◆ WHAT YOU WILL DO:
Transcribe the records below in their entirety, and leave out each image.

[Collected data]
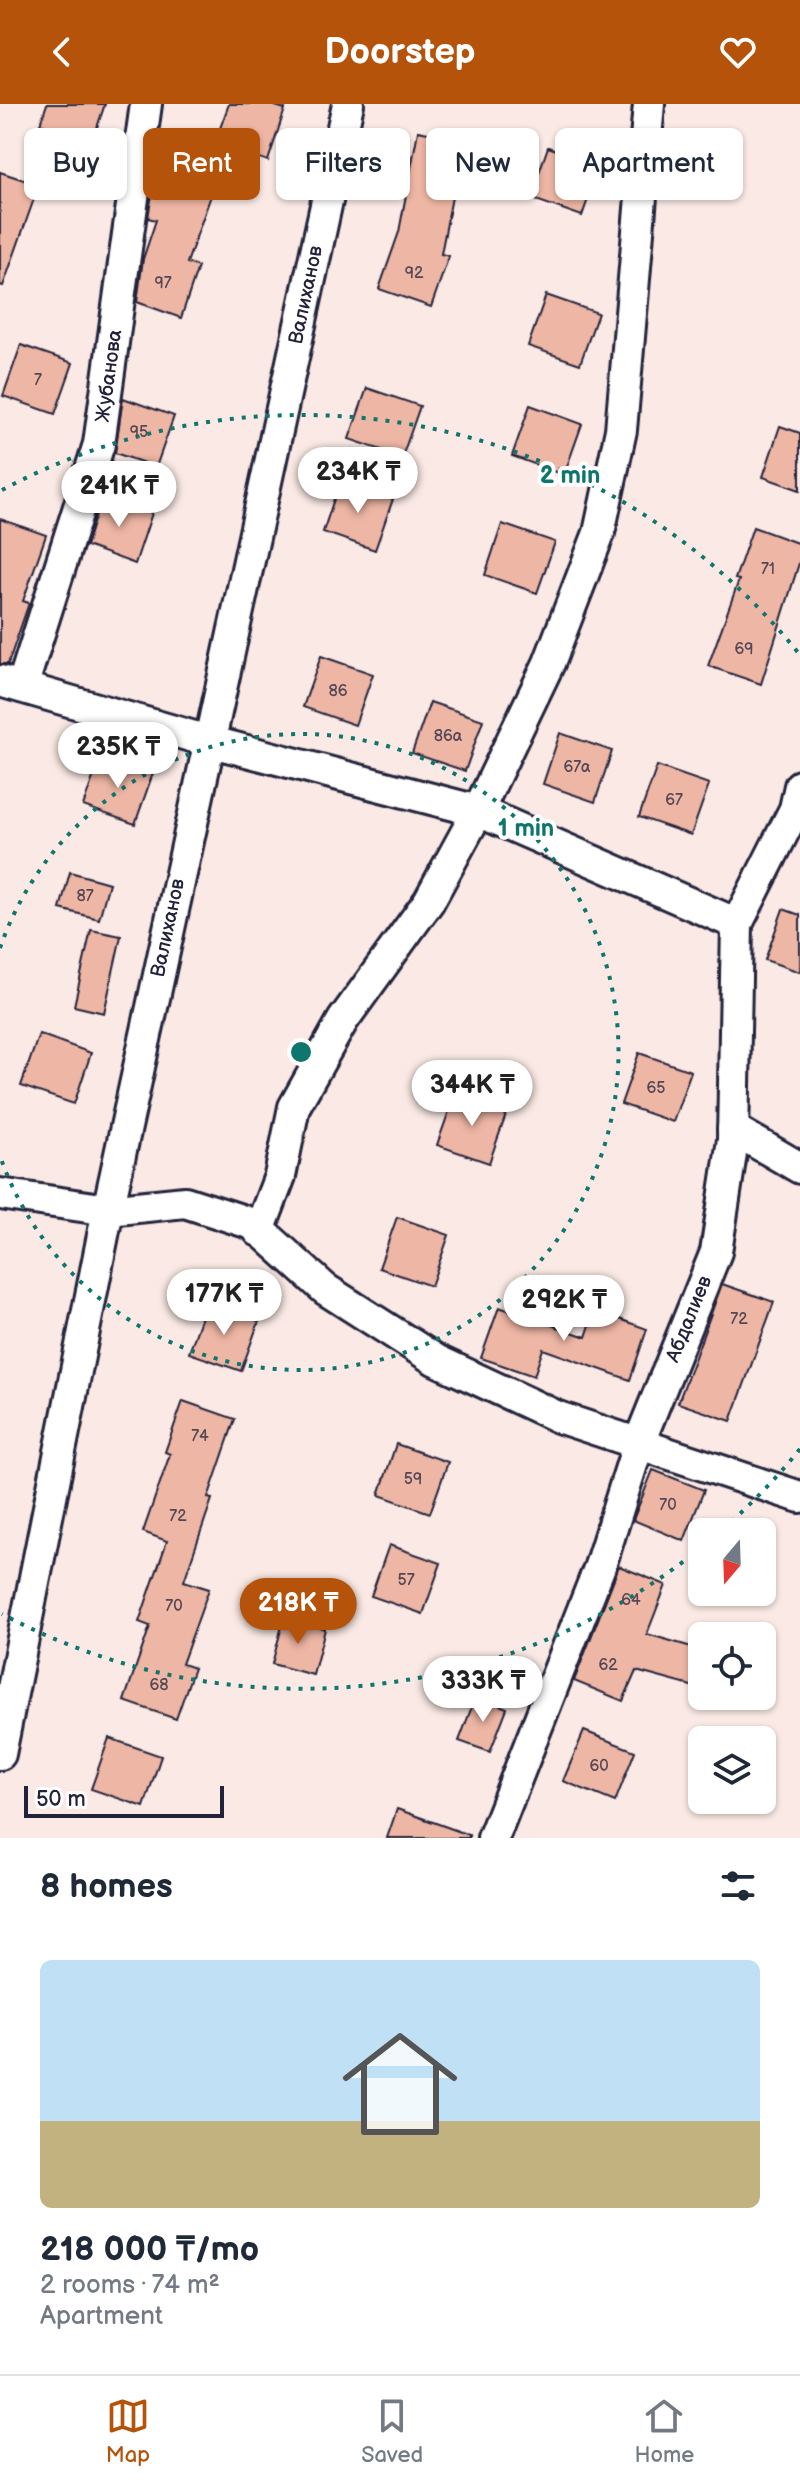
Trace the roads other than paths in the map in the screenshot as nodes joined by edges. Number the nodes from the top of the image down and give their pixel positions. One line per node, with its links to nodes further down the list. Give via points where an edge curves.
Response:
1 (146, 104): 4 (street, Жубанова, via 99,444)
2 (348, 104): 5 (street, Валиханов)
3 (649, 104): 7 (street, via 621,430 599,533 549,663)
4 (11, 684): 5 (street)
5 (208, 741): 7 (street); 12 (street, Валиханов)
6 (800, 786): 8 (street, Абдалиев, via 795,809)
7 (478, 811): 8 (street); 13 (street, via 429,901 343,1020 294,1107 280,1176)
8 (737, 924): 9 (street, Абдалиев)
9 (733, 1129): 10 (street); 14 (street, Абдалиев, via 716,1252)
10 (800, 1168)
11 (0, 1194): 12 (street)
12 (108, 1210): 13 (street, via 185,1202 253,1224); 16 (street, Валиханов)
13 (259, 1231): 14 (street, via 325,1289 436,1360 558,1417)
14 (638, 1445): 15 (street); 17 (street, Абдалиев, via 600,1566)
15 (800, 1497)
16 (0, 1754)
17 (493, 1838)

◆ TASK ANSWER:
Trace the roads other than paths in the map in the screenshot as nodes joined by edges. Number the nodes from the top of the image down and give their pixel positions. One line per node, with its links to nodes further down the list. Give via points where an edge curves.
Response:
1 (146, 104): 4 (street, Жубанова, via 99,444)
2 (348, 104): 5 (street, Валиханов)
3 (649, 104): 7 (street, via 621,430 599,533 549,663)
4 (11, 684): 5 (street)
5 (208, 741): 7 (street); 12 (street, Валиханов)
6 (800, 786): 8 (street, Абдалиев, via 795,809)
7 (478, 811): 8 (street); 13 (street, via 429,901 343,1020 294,1107 280,1176)
8 (737, 924): 9 (street, Абдалиев)
9 (733, 1129): 10 (street); 14 (street, Абдалиев, via 716,1252)
10 (800, 1168)
11 (0, 1194): 12 (street)
12 (108, 1210): 13 (street, via 185,1202 253,1224); 16 (street, Валиханов)
13 (259, 1231): 14 (street, via 325,1289 436,1360 558,1417)
14 (638, 1445): 15 (street); 17 (street, Абдалиев, via 600,1566)
15 (800, 1497)
16 (0, 1754)
17 (493, 1838)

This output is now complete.